7. PUBLIC Residential Care can cost (this question is a best-guess because we didn’t give you details):

  1. Nothing.  It’s free for everyone.
  2. Is based on INCOME (not assets) and is calculated at about 80% which can mean as little as ~$1,000 per month to a maximum of ~$3,000 per month.
  3. If you own significant assets you will need to pay for private residential care.
  4. Up to $10,000 per month

8. If a patient needs a special wheelchair (for any reason, including paraplegia, quadriplegia, or any other disability), it is covered by Medical Services Plan?

True or False?

Answers:

  1. b.  (Even though we might say to ourselves, A or C.)  As for D, as tempting as it is, don’t ‘give away’ your time.  Make an appointment prior to an upcoming workshop to review his documents (and charge $25 for every 30 minutes).
  2.  d.  The MOST important part of ACP is having the discussions.  They are appropriate for all adults at all ages regardless of health status.
  3. False: They CAN be revoked or changed at any time as long as the adult is still capable.
  4. Sadly, only b.  Nursing and medical students often have little to no introduction to these Acts.  Battles for patient choice to end their own lives (via any means), and Medical Assistance in Dying (MAID) are relatively new legislation.  And, very sadly, the majority of residential care facilities do not offer comfort and symptom management to those at end-of-life due to lack of nursing staff who are trained… even though, by it’s very definition, residential care is palliative care.
  5. b.  So, even as Navigators, we need to write accurate notes during client appointments and transcribe them as quickly as possible.
  6. c.  Serious illness and injury is EXPENSIVE! Leave a legacy, not a mess.
  7. b.
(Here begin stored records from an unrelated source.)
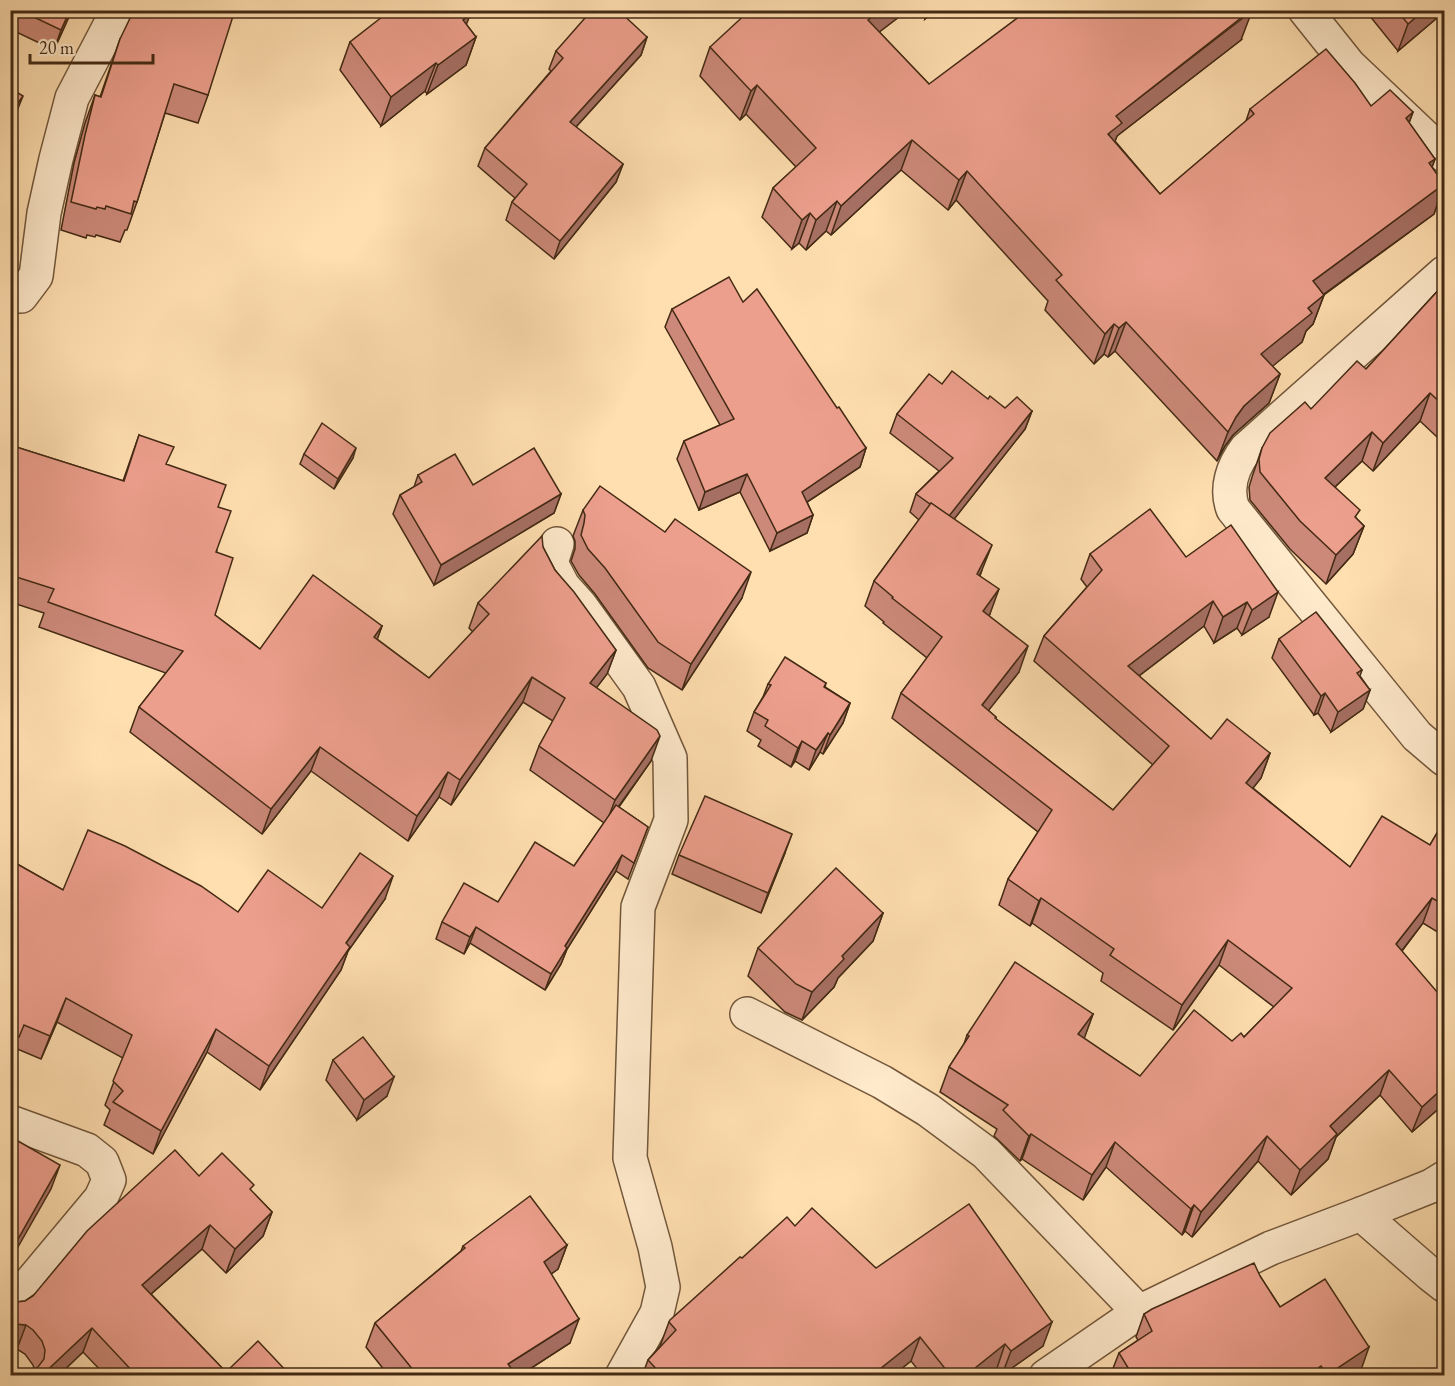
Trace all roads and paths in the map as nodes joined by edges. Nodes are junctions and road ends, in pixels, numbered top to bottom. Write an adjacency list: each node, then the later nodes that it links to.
1 (118, 10): 5 (street)
2 (1305, 10): 3 (street)
3 (1444, 155)
4 (1444, 273): 7 (street)
5 (10, 296)
6 (557, 544): 15 (street)
7 (1444, 759)
8 (747, 1014): 14 (street)
9 (10, 1122): 13 (street)
10 (1444, 1178): 11 (street)
11 (1361, 1214): 12 (street); 14 (street)
12 (1444, 1285)
13 (10, 1307)
14 (1139, 1312): 16 (street)
15 (622, 1376)
16 (1046, 1376)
For good or for bad, this is the calculation.  A person who has no assets but is receiving a pension may pay the same amount as a person receiving CPP and OAP but owns a $5 Million home.
  8. False. Some facilities will have a specialty wheelchair they can ‘lend’ patients but anything but the most bas
  9. basic wheelchairs (not including cushions) must be purchased at an average price of $2,000 to $20,000.